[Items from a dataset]
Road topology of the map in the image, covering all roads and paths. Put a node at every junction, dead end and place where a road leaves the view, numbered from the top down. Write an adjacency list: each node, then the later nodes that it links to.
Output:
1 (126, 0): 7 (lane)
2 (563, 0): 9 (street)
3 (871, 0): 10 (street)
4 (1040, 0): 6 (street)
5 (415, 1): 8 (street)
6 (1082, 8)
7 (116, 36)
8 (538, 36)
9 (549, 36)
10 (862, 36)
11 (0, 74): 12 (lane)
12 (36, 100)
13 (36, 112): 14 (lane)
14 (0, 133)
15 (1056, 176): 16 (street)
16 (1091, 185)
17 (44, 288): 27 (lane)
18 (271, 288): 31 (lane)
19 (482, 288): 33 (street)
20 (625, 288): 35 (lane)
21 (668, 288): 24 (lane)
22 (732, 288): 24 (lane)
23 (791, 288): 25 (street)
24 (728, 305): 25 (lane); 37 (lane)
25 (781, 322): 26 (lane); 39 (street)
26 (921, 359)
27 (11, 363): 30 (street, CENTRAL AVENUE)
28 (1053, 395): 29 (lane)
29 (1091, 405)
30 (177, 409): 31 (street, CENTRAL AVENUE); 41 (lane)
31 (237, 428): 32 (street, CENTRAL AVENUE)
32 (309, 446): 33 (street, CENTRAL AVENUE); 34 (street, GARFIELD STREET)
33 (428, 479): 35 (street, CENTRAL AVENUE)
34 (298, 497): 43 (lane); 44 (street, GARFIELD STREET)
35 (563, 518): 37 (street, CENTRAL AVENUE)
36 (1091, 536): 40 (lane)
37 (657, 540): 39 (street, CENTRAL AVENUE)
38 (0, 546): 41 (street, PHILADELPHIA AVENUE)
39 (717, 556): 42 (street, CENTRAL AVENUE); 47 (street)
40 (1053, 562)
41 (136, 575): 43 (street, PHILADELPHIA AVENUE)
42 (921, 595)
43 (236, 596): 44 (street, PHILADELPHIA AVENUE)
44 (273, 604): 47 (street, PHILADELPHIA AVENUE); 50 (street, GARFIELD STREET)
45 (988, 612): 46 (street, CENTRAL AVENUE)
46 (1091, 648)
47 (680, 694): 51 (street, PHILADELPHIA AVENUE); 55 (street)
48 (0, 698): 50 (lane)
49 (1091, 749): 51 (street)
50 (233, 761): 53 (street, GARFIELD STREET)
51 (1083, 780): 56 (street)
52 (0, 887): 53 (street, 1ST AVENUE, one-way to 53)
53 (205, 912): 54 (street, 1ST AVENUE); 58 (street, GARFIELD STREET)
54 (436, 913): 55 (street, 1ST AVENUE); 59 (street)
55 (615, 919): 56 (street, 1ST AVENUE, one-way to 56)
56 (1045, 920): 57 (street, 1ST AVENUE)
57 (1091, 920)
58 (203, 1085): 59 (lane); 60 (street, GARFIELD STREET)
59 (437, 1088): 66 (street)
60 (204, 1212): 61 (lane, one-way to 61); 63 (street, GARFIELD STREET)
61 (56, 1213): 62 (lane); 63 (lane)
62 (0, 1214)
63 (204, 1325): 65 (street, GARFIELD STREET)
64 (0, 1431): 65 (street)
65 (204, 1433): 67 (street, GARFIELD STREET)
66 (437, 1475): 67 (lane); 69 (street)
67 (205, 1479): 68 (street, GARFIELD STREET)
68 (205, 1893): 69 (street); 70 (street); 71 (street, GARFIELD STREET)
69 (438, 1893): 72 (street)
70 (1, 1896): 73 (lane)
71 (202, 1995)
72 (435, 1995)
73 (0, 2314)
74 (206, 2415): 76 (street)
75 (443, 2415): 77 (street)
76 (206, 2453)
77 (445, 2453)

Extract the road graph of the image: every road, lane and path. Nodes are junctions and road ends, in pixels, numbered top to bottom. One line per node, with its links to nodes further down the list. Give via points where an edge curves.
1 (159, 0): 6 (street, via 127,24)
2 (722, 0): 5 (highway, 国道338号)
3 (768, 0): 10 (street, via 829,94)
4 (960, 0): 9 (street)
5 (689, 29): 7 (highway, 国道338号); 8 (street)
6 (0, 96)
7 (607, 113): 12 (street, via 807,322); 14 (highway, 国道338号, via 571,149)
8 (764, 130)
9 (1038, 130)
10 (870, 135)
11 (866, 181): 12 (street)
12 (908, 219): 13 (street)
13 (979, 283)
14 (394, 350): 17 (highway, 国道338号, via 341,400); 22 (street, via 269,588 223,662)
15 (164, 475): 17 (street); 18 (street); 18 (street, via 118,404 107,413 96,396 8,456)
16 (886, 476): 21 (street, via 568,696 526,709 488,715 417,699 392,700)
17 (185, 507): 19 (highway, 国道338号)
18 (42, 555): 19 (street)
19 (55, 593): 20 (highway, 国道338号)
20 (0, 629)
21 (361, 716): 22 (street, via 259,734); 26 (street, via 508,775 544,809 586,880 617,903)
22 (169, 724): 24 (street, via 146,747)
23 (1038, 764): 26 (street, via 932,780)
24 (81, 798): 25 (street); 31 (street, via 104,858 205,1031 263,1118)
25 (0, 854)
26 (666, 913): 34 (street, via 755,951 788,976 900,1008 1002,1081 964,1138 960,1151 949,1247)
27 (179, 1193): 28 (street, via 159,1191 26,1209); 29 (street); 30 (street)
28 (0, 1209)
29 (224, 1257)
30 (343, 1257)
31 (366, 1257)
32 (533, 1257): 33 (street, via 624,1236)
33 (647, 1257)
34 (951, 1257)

**The problem**
Please state how many lines in the records above hold the word "nodes", giving only the number.

**Solved problem**
2